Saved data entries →
══════
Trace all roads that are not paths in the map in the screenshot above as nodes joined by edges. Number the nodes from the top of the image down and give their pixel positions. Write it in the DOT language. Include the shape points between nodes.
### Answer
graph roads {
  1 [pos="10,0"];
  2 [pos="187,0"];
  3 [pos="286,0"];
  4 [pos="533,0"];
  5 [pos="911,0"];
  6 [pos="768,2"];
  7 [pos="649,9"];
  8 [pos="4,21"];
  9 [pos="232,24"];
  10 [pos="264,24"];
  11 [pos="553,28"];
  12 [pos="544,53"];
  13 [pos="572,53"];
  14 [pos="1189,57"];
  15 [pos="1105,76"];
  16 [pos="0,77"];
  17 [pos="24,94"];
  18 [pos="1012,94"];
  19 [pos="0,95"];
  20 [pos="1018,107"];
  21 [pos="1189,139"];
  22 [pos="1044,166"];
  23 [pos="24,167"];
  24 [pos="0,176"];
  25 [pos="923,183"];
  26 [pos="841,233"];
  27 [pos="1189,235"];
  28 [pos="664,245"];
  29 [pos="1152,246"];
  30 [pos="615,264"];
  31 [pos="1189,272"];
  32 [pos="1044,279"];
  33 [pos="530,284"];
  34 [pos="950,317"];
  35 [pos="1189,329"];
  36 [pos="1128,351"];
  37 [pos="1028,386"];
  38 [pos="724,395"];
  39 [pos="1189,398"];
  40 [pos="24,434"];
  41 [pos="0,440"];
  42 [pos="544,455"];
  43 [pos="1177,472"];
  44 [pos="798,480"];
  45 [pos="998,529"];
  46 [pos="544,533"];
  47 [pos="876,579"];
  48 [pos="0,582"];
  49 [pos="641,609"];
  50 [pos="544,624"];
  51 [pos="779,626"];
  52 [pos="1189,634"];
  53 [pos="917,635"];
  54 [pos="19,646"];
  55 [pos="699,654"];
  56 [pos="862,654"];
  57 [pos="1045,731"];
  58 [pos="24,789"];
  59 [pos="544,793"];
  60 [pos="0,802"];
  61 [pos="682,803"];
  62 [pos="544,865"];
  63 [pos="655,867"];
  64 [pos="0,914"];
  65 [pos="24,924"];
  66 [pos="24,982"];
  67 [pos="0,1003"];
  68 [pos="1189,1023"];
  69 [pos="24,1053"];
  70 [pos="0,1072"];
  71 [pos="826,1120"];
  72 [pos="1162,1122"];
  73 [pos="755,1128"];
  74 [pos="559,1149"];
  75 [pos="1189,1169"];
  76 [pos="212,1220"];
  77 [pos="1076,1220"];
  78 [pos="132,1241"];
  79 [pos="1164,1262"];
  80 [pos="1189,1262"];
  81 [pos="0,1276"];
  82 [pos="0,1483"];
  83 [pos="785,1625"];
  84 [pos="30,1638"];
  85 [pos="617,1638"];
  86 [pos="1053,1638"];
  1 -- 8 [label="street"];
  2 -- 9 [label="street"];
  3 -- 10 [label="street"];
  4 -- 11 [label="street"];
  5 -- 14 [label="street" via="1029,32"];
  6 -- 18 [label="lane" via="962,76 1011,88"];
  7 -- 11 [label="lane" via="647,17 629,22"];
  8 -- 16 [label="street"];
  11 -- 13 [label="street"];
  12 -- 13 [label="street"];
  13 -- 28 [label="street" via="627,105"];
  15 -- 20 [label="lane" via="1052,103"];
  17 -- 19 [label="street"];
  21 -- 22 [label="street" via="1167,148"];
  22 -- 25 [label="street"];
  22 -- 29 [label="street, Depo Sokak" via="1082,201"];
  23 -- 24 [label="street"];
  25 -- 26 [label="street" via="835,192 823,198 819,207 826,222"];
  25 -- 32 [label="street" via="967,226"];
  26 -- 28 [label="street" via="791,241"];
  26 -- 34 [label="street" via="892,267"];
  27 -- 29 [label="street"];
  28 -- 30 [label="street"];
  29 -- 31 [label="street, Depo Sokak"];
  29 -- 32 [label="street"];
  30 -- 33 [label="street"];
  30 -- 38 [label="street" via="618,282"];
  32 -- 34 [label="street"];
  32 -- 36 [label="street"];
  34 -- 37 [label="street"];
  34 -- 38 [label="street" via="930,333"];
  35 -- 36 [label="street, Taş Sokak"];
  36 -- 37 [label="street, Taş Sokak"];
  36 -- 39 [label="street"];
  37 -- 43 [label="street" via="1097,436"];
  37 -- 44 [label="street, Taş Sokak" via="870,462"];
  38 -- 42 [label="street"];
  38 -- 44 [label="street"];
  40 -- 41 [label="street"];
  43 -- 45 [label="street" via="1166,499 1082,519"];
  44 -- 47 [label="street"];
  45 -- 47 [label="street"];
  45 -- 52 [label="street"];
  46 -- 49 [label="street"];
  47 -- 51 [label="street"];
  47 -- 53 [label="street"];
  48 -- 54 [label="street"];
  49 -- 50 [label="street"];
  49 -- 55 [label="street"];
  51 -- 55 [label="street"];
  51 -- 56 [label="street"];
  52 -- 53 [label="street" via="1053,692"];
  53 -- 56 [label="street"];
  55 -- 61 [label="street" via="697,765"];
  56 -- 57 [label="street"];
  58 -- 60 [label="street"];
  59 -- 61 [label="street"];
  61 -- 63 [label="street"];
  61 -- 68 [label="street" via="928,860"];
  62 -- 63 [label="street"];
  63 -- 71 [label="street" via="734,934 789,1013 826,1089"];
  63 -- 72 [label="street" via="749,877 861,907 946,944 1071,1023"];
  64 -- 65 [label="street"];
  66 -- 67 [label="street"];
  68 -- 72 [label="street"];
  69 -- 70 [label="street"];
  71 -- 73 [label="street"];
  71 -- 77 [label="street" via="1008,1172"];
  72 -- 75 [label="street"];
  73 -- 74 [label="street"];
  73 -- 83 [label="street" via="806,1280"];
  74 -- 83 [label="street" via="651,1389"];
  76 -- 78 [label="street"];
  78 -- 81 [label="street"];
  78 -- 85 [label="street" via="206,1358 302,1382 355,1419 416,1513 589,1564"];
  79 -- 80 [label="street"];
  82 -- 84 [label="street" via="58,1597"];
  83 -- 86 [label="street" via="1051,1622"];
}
══════
Exercise aim →
All lines of the data above must be returned exactly.

Output →
Trace all roads that are not paths in the map in the screenshot above as nodes joined by edges. Number the nodes from the top of the image down and give their pixel positions. Write it in the DOT language. Include the shape points between nodes.
### Answer
graph roads {
  1 [pos="10,0"];
  2 [pos="187,0"];
  3 [pos="286,0"];
  4 [pos="533,0"];
  5 [pos="911,0"];
  6 [pos="768,2"];
  7 [pos="649,9"];
  8 [pos="4,21"];
  9 [pos="232,24"];
  10 [pos="264,24"];
  11 [pos="553,28"];
  12 [pos="544,53"];
  13 [pos="572,53"];
  14 [pos="1189,57"];
  15 [pos="1105,76"];
  16 [pos="0,77"];
  17 [pos="24,94"];
  18 [pos="1012,94"];
  19 [pos="0,95"];
  20 [pos="1018,107"];
  21 [pos="1189,139"];
  22 [pos="1044,166"];
  23 [pos="24,167"];
  24 [pos="0,176"];
  25 [pos="923,183"];
  26 [pos="841,233"];
  27 [pos="1189,235"];
  28 [pos="664,245"];
  29 [pos="1152,246"];
  30 [pos="615,264"];
  31 [pos="1189,272"];
  32 [pos="1044,279"];
  33 [pos="530,284"];
  34 [pos="950,317"];
  35 [pos="1189,329"];
  36 [pos="1128,351"];
  37 [pos="1028,386"];
  38 [pos="724,395"];
  39 [pos="1189,398"];
  40 [pos="24,434"];
  41 [pos="0,440"];
  42 [pos="544,455"];
  43 [pos="1177,472"];
  44 [pos="798,480"];
  45 [pos="998,529"];
  46 [pos="544,533"];
  47 [pos="876,579"];
  48 [pos="0,582"];
  49 [pos="641,609"];
  50 [pos="544,624"];
  51 [pos="779,626"];
  52 [pos="1189,634"];
  53 [pos="917,635"];
  54 [pos="19,646"];
  55 [pos="699,654"];
  56 [pos="862,654"];
  57 [pos="1045,731"];
  58 [pos="24,789"];
  59 [pos="544,793"];
  60 [pos="0,802"];
  61 [pos="682,803"];
  62 [pos="544,865"];
  63 [pos="655,867"];
  64 [pos="0,914"];
  65 [pos="24,924"];
  66 [pos="24,982"];
  67 [pos="0,1003"];
  68 [pos="1189,1023"];
  69 [pos="24,1053"];
  70 [pos="0,1072"];
  71 [pos="826,1120"];
  72 [pos="1162,1122"];
  73 [pos="755,1128"];
  74 [pos="559,1149"];
  75 [pos="1189,1169"];
  76 [pos="212,1220"];
  77 [pos="1076,1220"];
  78 [pos="132,1241"];
  79 [pos="1164,1262"];
  80 [pos="1189,1262"];
  81 [pos="0,1276"];
  82 [pos="0,1483"];
  83 [pos="785,1625"];
  84 [pos="30,1638"];
  85 [pos="617,1638"];
  86 [pos="1053,1638"];
  1 -- 8 [label="street"];
  2 -- 9 [label="street"];
  3 -- 10 [label="street"];
  4 -- 11 [label="street"];
  5 -- 14 [label="street" via="1029,32"];
  6 -- 18 [label="lane" via="962,76 1011,88"];
  7 -- 11 [label="lane" via="647,17 629,22"];
  8 -- 16 [label="street"];
  11 -- 13 [label="street"];
  12 -- 13 [label="street"];
  13 -- 28 [label="street" via="627,105"];
  15 -- 20 [label="lane" via="1052,103"];
  17 -- 19 [label="street"];
  21 -- 22 [label="street" via="1167,148"];
  22 -- 25 [label="street"];
  22 -- 29 [label="street, Depo Sokak" via="1082,201"];
  23 -- 24 [label="street"];
  25 -- 26 [label="street" via="835,192 823,198 819,207 826,222"];
  25 -- 32 [label="street" via="967,226"];
  26 -- 28 [label="street" via="791,241"];
  26 -- 34 [label="street" via="892,267"];
  27 -- 29 [label="street"];
  28 -- 30 [label="street"];
  29 -- 31 [label="street, Depo Sokak"];
  29 -- 32 [label="street"];
  30 -- 33 [label="street"];
  30 -- 38 [label="street" via="618,282"];
  32 -- 34 [label="street"];
  32 -- 36 [label="street"];
  34 -- 37 [label="street"];
  34 -- 38 [label="street" via="930,333"];
  35 -- 36 [label="street, Taş Sokak"];
  36 -- 37 [label="street, Taş Sokak"];
  36 -- 39 [label="street"];
  37 -- 43 [label="street" via="1097,436"];
  37 -- 44 [label="street, Taş Sokak" via="870,462"];
  38 -- 42 [label="street"];
  38 -- 44 [label="street"];
  40 -- 41 [label="street"];
  43 -- 45 [label="street" via="1166,499 1082,519"];
  44 -- 47 [label="street"];
  45 -- 47 [label="street"];
  45 -- 52 [label="street"];
  46 -- 49 [label="street"];
  47 -- 51 [label="street"];
  47 -- 53 [label="street"];
  48 -- 54 [label="street"];
  49 -- 50 [label="street"];
  49 -- 55 [label="street"];
  51 -- 55 [label="street"];
  51 -- 56 [label="street"];
  52 -- 53 [label="street" via="1053,692"];
  53 -- 56 [label="street"];
  55 -- 61 [label="street" via="697,765"];
  56 -- 57 [label="street"];
  58 -- 60 [label="street"];
  59 -- 61 [label="street"];
  61 -- 63 [label="street"];
  61 -- 68 [label="street" via="928,860"];
  62 -- 63 [label="street"];
  63 -- 71 [label="street" via="734,934 789,1013 826,1089"];
  63 -- 72 [label="street" via="749,877 861,907 946,944 1071,1023"];
  64 -- 65 [label="street"];
  66 -- 67 [label="street"];
  68 -- 72 [label="street"];
  69 -- 70 [label="street"];
  71 -- 73 [label="street"];
  71 -- 77 [label="street" via="1008,1172"];
  72 -- 75 [label="street"];
  73 -- 74 [label="street"];
  73 -- 83 [label="street" via="806,1280"];
  74 -- 83 [label="street" via="651,1389"];
  76 -- 78 [label="street"];
  78 -- 81 [label="street"];
  78 -- 85 [label="street" via="206,1358 302,1382 355,1419 416,1513 589,1564"];
  79 -- 80 [label="street"];
  82 -- 84 [label="street" via="58,1597"];
  83 -- 86 [label="street" via="1051,1622"];
}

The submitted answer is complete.